Schwangerschaft: Diese Schmerzmittel sind erlaubt

Schwangerschaft: Diese Schmerzmittel sind erlaubt

Haben Frauen während der Schwangerschaft heftige Schmerzen, dürfen sie ruhig ein Schmerzmittel nehmen. Eine große Auswahl haben sie aber nicht.

Schwangere Frau mit Schmerztabletten

© dpa

In der Schwangerschaft darf man mit Tabletten nicht sorglos umgehen. Aber bestimmte Mittel sind erlaubt.

Eine heftige Kopfschmerzattacke dürfen Betroffene ruhig mit Schmerzmitteln behandeln. Das gilt auch für Schwangere, sagt Prof. Christof Schaefer, der sich an der Charité in Berlin mit den Auswirkungen von Medikamenten auf ungeborene Kinder beschäftigt. 

Kopfschmerzen: Erst Tricks, dann Tabletten

«Niemand muss sich mit Schmerzen quälen», betont Schaefer. Die werdende Mutter sollte allerdings zunächst an die frische Luft gehen, das Licht dimmen und schauen, dass sie sich nicht zu viel zumutet. Helfen diese Tricks nicht oder kommt zum Kopfschmerz auch noch Übelkeit, kann sie aber auch zu Tabletten greifen.

Paracetamol: Wie viel dürfen Schwangere nehmen?

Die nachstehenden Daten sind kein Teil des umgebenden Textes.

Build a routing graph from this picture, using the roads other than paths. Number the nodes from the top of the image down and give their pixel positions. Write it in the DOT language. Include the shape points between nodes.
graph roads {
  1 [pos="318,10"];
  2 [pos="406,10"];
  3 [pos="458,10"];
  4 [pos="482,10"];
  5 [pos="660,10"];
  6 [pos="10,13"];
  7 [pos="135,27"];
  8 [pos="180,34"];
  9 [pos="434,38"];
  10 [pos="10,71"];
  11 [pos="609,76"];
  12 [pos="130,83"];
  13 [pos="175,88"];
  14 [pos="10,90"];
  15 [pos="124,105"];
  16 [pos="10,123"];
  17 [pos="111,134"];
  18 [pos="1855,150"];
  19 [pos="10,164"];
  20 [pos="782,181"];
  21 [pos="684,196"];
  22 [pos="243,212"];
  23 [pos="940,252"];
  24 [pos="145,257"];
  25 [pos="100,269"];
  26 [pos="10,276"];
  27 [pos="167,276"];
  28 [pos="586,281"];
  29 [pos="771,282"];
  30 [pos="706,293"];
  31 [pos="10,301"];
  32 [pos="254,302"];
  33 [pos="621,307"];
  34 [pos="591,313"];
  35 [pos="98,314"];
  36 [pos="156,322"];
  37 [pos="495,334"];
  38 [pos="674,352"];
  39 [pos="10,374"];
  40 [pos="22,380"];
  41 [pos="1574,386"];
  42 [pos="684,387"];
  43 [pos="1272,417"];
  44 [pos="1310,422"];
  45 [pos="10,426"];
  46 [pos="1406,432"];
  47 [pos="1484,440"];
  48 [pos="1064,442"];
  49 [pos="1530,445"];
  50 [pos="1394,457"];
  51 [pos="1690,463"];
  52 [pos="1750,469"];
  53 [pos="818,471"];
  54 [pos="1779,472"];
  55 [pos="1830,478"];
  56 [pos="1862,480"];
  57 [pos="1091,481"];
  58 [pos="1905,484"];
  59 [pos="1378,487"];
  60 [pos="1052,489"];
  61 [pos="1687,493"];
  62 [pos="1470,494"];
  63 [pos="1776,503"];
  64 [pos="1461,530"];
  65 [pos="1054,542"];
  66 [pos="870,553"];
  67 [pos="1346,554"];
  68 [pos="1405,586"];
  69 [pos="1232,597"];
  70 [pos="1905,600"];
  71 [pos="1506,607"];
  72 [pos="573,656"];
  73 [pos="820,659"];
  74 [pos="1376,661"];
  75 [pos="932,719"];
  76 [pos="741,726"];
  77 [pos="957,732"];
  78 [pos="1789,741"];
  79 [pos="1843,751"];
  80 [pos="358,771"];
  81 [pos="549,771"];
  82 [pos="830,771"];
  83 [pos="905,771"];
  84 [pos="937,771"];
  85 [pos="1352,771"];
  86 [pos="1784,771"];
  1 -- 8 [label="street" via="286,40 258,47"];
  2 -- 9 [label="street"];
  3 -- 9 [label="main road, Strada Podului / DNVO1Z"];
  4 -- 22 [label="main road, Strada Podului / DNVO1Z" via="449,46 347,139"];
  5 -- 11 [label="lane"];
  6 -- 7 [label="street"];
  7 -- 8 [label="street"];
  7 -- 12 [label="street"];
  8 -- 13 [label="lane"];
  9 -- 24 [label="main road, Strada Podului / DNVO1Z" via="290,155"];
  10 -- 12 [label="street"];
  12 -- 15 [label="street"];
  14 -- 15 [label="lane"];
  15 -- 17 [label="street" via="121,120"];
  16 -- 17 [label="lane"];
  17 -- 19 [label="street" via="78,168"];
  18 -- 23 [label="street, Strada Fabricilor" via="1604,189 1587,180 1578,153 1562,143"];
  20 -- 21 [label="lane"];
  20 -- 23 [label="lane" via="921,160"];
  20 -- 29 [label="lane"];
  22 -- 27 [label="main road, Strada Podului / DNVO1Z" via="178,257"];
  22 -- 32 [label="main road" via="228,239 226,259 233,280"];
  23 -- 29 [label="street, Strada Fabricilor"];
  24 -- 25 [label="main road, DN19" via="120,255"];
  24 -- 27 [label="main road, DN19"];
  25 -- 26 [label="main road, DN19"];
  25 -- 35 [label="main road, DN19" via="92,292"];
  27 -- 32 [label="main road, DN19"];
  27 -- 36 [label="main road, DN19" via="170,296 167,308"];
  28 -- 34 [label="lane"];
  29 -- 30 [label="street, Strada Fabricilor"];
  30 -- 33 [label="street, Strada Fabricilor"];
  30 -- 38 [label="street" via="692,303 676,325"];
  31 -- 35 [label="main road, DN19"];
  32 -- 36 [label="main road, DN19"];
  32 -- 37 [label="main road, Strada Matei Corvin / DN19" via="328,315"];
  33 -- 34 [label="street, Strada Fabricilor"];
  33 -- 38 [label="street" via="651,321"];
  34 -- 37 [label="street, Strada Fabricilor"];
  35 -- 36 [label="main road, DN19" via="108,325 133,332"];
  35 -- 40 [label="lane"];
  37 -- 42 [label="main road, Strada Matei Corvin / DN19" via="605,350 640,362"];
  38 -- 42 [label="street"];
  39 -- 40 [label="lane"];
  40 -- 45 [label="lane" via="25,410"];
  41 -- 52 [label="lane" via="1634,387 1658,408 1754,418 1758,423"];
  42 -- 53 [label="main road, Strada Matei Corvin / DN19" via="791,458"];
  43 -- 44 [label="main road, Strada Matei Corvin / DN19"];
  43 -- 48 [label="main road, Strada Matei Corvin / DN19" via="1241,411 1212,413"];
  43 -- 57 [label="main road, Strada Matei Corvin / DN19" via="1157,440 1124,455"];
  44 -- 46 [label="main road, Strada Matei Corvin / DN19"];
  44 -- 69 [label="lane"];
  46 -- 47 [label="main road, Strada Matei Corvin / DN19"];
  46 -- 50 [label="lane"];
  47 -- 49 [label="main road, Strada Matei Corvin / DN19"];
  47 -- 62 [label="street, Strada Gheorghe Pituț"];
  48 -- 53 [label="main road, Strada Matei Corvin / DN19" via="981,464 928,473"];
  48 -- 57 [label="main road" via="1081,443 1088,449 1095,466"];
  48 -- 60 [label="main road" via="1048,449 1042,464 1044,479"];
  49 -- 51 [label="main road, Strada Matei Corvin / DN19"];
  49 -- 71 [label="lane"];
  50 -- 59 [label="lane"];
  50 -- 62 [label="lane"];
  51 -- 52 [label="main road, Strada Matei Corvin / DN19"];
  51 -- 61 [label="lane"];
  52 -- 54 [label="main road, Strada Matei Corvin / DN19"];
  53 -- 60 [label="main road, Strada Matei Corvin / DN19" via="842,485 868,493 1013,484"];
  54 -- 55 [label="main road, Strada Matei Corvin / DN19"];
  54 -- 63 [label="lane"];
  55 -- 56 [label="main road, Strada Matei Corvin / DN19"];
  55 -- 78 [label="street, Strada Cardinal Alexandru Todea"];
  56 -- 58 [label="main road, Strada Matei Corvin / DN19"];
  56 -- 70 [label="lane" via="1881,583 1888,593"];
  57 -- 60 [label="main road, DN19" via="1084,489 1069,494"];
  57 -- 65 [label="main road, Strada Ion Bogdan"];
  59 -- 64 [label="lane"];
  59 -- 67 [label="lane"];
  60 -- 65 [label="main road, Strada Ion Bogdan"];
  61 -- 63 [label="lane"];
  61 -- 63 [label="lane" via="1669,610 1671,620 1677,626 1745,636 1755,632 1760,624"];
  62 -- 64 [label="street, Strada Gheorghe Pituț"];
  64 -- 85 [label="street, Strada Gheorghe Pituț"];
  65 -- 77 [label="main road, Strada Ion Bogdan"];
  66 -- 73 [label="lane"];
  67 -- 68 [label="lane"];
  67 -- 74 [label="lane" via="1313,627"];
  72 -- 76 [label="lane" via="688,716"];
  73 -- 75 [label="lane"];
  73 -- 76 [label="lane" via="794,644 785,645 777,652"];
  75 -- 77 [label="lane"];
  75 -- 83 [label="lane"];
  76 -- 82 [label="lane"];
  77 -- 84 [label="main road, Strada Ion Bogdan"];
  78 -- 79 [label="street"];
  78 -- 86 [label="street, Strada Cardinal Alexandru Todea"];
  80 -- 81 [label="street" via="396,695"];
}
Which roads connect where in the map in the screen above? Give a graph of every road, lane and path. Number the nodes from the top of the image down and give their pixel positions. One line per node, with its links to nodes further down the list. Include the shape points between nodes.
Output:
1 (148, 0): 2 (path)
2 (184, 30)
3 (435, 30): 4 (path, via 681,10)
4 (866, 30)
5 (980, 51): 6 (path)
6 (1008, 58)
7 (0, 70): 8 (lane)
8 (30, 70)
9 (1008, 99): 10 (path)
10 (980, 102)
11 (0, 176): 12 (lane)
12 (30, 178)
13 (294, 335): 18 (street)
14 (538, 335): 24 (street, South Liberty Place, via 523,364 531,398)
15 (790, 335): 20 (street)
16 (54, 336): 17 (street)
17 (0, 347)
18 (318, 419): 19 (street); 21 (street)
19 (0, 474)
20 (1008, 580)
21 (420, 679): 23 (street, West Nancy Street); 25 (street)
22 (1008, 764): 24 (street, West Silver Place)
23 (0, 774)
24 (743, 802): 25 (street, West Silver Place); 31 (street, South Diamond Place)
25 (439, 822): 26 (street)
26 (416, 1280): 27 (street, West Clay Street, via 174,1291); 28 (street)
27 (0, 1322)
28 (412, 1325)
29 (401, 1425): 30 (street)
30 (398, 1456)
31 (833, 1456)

«Die erste Wahl fällt nach wie vor auf Paracetamol. Schwangere dürfen bis zu drei Mal 1 Gramm pro Tag nehmen», erklärt Schaefer. Er betont aber auch, dass Paracetamol-Tabletten keine Bonbons sind, die Schwangere über Wochen einnehmen sollten. «Wer damit aber ein paar Tage lang einen starken Kopfschmerz behandelt, muss sich nach derzeitigem Kenntnisstand keine Sorgen um das ungeborene Kind machen.»

Ibuprofen: Nicht nach der 28. Woche

Im ersten und zweiten Schwangerschaftsdrittel zählen auch Schmerztabletten mit dem Wirkstoff Ibuprofen zur ersten Wahl - in der üblichen Dosierung. «Ab der 28. Schwangerschaftswoche kann Ibuprofen aber in den kindlichen Kreislauf eingreifen oder die Nierenfunktion des Fötus' beeinträchtigen.»

Schmerzbehandlung mit Gynäkologen absprechen

Wenn es der Mutter in der Schwangerschaft halbwegs gut geht, tut das auch dem Kind gut. Eine Frau, die erheblich unter Schmerzen leidet, tut damit auch dem Kind keinen Gefallen und sollte deshalb auch behandelt werden - am besten natürlich in Absprache mit ihrem Gynäkologen. «Wer dagegen Schmerzen gut kompensieren kann, der braucht auch keine Angst zu haben, dass die Schmerzen dem Kind schaden.»

Ruhe ist die beste Medizin

Spricht eine Frau erfahrungsgemäß gut darauf an, kann auch sie auf komplementärmedizinische Verfahren wie Akupressur setzen - oder sich einfach mal mit einem warmen Tee aufs Sofa zurückzuziehen. Ruhe ist ja manchmal die beste Medizin.